Print every line of the data exactly as shown.

======

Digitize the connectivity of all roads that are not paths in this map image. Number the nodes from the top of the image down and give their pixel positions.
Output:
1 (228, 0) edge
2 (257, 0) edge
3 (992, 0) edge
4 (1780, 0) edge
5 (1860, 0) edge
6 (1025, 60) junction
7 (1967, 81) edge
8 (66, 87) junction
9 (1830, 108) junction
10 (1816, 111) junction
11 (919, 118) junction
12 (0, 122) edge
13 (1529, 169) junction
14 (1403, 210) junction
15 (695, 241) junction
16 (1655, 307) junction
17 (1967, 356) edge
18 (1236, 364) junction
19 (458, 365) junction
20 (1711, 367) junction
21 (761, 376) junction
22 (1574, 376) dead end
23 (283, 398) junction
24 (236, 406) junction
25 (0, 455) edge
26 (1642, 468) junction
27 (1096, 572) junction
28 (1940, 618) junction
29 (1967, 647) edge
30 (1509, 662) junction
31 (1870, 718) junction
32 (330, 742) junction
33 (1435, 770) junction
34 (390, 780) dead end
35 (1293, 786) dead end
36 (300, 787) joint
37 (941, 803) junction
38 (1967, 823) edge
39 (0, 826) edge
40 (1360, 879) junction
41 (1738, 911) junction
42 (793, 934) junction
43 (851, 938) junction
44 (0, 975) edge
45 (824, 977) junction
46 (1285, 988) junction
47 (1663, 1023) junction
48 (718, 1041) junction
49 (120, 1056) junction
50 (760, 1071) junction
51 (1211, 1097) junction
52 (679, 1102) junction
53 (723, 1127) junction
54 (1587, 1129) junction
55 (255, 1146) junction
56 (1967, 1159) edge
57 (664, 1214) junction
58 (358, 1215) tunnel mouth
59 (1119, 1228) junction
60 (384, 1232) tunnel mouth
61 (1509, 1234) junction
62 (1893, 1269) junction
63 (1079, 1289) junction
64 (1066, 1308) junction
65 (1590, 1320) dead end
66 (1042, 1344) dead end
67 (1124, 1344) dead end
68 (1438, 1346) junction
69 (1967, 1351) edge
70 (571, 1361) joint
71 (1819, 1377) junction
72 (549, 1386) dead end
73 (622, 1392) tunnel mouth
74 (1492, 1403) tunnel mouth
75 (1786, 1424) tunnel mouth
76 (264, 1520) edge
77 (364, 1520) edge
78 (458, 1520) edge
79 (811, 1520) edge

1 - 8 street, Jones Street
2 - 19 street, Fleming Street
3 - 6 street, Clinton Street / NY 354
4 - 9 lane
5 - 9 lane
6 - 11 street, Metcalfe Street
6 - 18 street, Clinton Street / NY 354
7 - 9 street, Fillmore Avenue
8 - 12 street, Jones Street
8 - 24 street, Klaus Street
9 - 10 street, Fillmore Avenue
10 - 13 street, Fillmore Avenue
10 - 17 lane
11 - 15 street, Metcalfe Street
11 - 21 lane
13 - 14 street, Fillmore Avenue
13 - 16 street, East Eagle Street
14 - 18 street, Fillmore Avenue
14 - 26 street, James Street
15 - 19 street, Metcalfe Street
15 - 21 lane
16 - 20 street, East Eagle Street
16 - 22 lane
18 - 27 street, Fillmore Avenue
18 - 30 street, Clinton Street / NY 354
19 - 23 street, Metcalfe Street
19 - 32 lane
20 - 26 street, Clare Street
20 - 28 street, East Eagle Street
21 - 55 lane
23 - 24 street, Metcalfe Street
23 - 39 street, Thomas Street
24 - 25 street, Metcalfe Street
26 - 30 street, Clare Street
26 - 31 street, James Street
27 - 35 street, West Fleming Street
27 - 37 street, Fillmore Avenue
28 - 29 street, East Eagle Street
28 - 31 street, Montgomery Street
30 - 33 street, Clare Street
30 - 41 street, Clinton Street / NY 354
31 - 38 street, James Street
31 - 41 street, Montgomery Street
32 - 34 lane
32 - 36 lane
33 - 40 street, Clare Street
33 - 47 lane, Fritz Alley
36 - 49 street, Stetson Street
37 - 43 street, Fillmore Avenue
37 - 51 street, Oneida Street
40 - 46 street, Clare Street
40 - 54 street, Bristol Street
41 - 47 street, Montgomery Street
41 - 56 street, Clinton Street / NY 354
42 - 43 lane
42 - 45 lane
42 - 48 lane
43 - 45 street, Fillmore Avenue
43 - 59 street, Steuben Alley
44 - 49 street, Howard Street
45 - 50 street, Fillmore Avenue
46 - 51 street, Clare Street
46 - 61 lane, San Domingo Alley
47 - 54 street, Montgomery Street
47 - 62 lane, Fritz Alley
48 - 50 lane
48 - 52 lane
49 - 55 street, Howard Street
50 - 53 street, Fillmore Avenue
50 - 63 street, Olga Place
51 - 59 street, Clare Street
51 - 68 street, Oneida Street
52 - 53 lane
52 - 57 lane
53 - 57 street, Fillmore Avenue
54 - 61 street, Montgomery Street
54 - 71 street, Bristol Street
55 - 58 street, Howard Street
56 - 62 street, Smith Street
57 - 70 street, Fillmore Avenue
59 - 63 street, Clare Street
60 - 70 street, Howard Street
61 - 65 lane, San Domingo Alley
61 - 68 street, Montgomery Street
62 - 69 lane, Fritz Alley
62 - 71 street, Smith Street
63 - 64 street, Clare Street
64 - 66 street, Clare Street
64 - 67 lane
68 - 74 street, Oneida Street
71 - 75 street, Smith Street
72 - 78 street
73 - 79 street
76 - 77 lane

======

#### Result:
Digitize the connectivity of all roads that are not paths in this map image. Number the nodes from the top of the image down and give their pixel positions.
Output:
1 (228, 0) edge
2 (257, 0) edge
3 (992, 0) edge
4 (1780, 0) edge
5 (1860, 0) edge
6 (1025, 60) junction
7 (1967, 81) edge
8 (66, 87) junction
9 (1830, 108) junction
10 (1816, 111) junction
11 (919, 118) junction
12 (0, 122) edge
13 (1529, 169) junction
14 (1403, 210) junction
15 (695, 241) junction
16 (1655, 307) junction
17 (1967, 356) edge
18 (1236, 364) junction
19 (458, 365) junction
20 (1711, 367) junction
21 (761, 376) junction
22 (1574, 376) dead end
23 (283, 398) junction
24 (236, 406) junction
25 (0, 455) edge
26 (1642, 468) junction
27 (1096, 572) junction
28 (1940, 618) junction
29 (1967, 647) edge
30 (1509, 662) junction
31 (1870, 718) junction
32 (330, 742) junction
33 (1435, 770) junction
34 (390, 780) dead end
35 (1293, 786) dead end
36 (300, 787) joint
37 (941, 803) junction
38 (1967, 823) edge
39 (0, 826) edge
40 (1360, 879) junction
41 (1738, 911) junction
42 (793, 934) junction
43 (851, 938) junction
44 (0, 975) edge
45 (824, 977) junction
46 (1285, 988) junction
47 (1663, 1023) junction
48 (718, 1041) junction
49 (120, 1056) junction
50 (760, 1071) junction
51 (1211, 1097) junction
52 (679, 1102) junction
53 (723, 1127) junction
54 (1587, 1129) junction
55 (255, 1146) junction
56 (1967, 1159) edge
57 (664, 1214) junction
58 (358, 1215) tunnel mouth
59 (1119, 1228) junction
60 (384, 1232) tunnel mouth
61 (1509, 1234) junction
62 (1893, 1269) junction
63 (1079, 1289) junction
64 (1066, 1308) junction
65 (1590, 1320) dead end
66 (1042, 1344) dead end
67 (1124, 1344) dead end
68 (1438, 1346) junction
69 (1967, 1351) edge
70 (571, 1361) joint
71 (1819, 1377) junction
72 (549, 1386) dead end
73 (622, 1392) tunnel mouth
74 (1492, 1403) tunnel mouth
75 (1786, 1424) tunnel mouth
76 (264, 1520) edge
77 (364, 1520) edge
78 (458, 1520) edge
79 (811, 1520) edge

1 - 8 street, Jones Street
2 - 19 street, Fleming Street
3 - 6 street, Clinton Street / NY 354
4 - 9 lane
5 - 9 lane
6 - 11 street, Metcalfe Street
6 - 18 street, Clinton Street / NY 354
7 - 9 street, Fillmore Avenue
8 - 12 street, Jones Street
8 - 24 street, Klaus Street
9 - 10 street, Fillmore Avenue
10 - 13 street, Fillmore Avenue
10 - 17 lane
11 - 15 street, Metcalfe Street
11 - 21 lane
13 - 14 street, Fillmore Avenue
13 - 16 street, East Eagle Street
14 - 18 street, Fillmore Avenue
14 - 26 street, James Street
15 - 19 street, Metcalfe Street
15 - 21 lane
16 - 20 street, East Eagle Street
16 - 22 lane
18 - 27 street, Fillmore Avenue
18 - 30 street, Clinton Street / NY 354
19 - 23 street, Metcalfe Street
19 - 32 lane
20 - 26 street, Clare Street
20 - 28 street, East Eagle Street
21 - 55 lane
23 - 24 street, Metcalfe Street
23 - 39 street, Thomas Street
24 - 25 street, Metcalfe Street
26 - 30 street, Clare Street
26 - 31 street, James Street
27 - 35 street, West Fleming Street
27 - 37 street, Fillmore Avenue
28 - 29 street, East Eagle Street
28 - 31 street, Montgomery Street
30 - 33 street, Clare Street
30 - 41 street, Clinton Street / NY 354
31 - 38 street, James Street
31 - 41 street, Montgomery Street
32 - 34 lane
32 - 36 lane
33 - 40 street, Clare Street
33 - 47 lane, Fritz Alley
36 - 49 street, Stetson Street
37 - 43 street, Fillmore Avenue
37 - 51 street, Oneida Street
40 - 46 street, Clare Street
40 - 54 street, Bristol Street
41 - 47 street, Montgomery Street
41 - 56 street, Clinton Street / NY 354
42 - 43 lane
42 - 45 lane
42 - 48 lane
43 - 45 street, Fillmore Avenue
43 - 59 street, Steuben Alley
44 - 49 street, Howard Street
45 - 50 street, Fillmore Avenue
46 - 51 street, Clare Street
46 - 61 lane, San Domingo Alley
47 - 54 street, Montgomery Street
47 - 62 lane, Fritz Alley
48 - 50 lane
48 - 52 lane
49 - 55 street, Howard Street
50 - 53 street, Fillmore Avenue
50 - 63 street, Olga Place
51 - 59 street, Clare Street
51 - 68 street, Oneida Street
52 - 53 lane
52 - 57 lane
53 - 57 street, Fillmore Avenue
54 - 61 street, Montgomery Street
54 - 71 street, Bristol Street
55 - 58 street, Howard Street
56 - 62 street, Smith Street
57 - 70 street, Fillmore Avenue
59 - 63 street, Clare Street
60 - 70 street, Howard Street
61 - 65 lane, San Domingo Alley
61 - 68 street, Montgomery Street
62 - 69 lane, Fritz Alley
62 - 71 street, Smith Street
63 - 64 street, Clare Street
64 - 66 street, Clare Street
64 - 67 lane
68 - 74 street, Oneida Street
71 - 75 street, Smith Street
72 - 78 street
73 - 79 street
76 - 77 lane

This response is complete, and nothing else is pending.